The Pro Wireless can't magic away the limitations of digital surround, but it implements it as well as we've heard on the market while delivering truly rich and hi-res stereo sound. Our sole complaint is that the headset itself is rather quiet next to its peers. With Windows volume maxed out, we often ended up gaming at 75% volume on the base station, whereas we'd usually keep the output below 50% using other headsets.
And as for wireless connectivity, we've never experienced a dropout in all our time using this headset. The 2.4 GHz connection is totally lag free, and the added option of a Bluetooth connection means you can eliminate the possibility of dropout altogether. It also lets you pair with other devices around your home, such as smartphones and consoles, which is a real value proposition.

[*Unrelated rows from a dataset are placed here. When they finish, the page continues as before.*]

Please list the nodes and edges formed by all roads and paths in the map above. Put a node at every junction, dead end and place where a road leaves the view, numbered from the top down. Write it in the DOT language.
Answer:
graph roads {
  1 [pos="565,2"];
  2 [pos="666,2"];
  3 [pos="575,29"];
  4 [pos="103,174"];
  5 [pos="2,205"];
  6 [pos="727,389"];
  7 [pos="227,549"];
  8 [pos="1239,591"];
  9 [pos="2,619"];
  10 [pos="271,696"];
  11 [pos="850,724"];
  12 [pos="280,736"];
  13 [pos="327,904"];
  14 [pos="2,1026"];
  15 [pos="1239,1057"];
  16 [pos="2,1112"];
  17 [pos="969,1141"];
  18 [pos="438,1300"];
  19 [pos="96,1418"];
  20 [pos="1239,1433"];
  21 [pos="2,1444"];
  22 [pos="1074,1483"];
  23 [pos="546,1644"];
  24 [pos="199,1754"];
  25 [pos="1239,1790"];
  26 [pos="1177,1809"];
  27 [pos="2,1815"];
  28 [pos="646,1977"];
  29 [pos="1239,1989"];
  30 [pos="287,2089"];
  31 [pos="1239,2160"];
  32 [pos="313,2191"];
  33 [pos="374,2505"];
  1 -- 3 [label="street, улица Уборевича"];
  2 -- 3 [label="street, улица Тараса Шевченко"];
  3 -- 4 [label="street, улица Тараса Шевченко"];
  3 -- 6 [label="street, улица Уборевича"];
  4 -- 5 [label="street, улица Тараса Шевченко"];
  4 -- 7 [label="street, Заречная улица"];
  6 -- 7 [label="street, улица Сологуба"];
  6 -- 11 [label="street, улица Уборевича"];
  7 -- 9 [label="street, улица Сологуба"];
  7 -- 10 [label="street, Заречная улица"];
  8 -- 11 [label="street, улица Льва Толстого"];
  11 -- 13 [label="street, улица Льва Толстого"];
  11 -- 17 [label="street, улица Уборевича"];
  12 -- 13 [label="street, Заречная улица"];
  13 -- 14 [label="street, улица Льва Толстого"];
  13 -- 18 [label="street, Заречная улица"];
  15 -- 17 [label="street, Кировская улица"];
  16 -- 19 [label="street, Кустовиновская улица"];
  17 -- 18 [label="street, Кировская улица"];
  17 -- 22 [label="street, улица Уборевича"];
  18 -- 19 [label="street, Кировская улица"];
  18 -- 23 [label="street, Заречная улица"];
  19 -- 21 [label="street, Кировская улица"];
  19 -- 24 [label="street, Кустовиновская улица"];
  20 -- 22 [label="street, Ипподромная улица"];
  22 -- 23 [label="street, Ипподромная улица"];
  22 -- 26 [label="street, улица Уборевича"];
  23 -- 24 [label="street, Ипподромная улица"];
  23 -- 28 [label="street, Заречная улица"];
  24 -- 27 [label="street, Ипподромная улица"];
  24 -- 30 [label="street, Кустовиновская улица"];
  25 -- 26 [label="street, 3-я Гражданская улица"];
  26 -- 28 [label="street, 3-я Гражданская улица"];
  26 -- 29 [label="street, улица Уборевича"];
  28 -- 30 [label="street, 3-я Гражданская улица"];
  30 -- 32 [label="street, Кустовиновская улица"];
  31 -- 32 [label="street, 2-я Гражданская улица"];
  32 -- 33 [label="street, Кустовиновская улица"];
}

We've used the Pro Wireless on long train journeys and found it to be a great performer. The only downside is that you'll have to carry around the extra battery if you want more than 10 hours of audio.
Features and Software
The top-end Pro Wireless has a long feature set, and a lot of it is housed in the transmitter base station. The visual design remains the same since its implementation in the Siberia 800, but it's a handy desktop companion all the same. With just two controls -- one button and a scroll wheel that can be depressed -- you can cycle between EQ presets, change the output source, adjust ChatMix, mic monitoring, surround sound, volume and numerous other granular details, like the exact brightness of the mic mute LED.
In practice we barely used the base station for much besides volume adjustment, ChatMix and swapping batteries, but performing any of those tasks was a breeze.
So we come back to our fundamental question. At more than twice the cost of other quality wireless gaming headsets like the SteelSeries Arctis 7 2019 Edition, is the SteelSeries Arctis Pro Wireless worth the money? While it certainly doesn't sound twice as detailed, or feel twice as comfortable, there's just so much functionality and smart design in this package that the Pro Wireless makes a convincing case for its price.
This isn't just a PC gaming headset; it's also a premium pair of Bluetooth headphones and a console solution too. It's brilliant for taking on a commute or long-haul journeys, limited only by the inability to recharge without the base station. And above all, it sounds great. It's a decadent choice, undoubtedly, but one you won’t regret.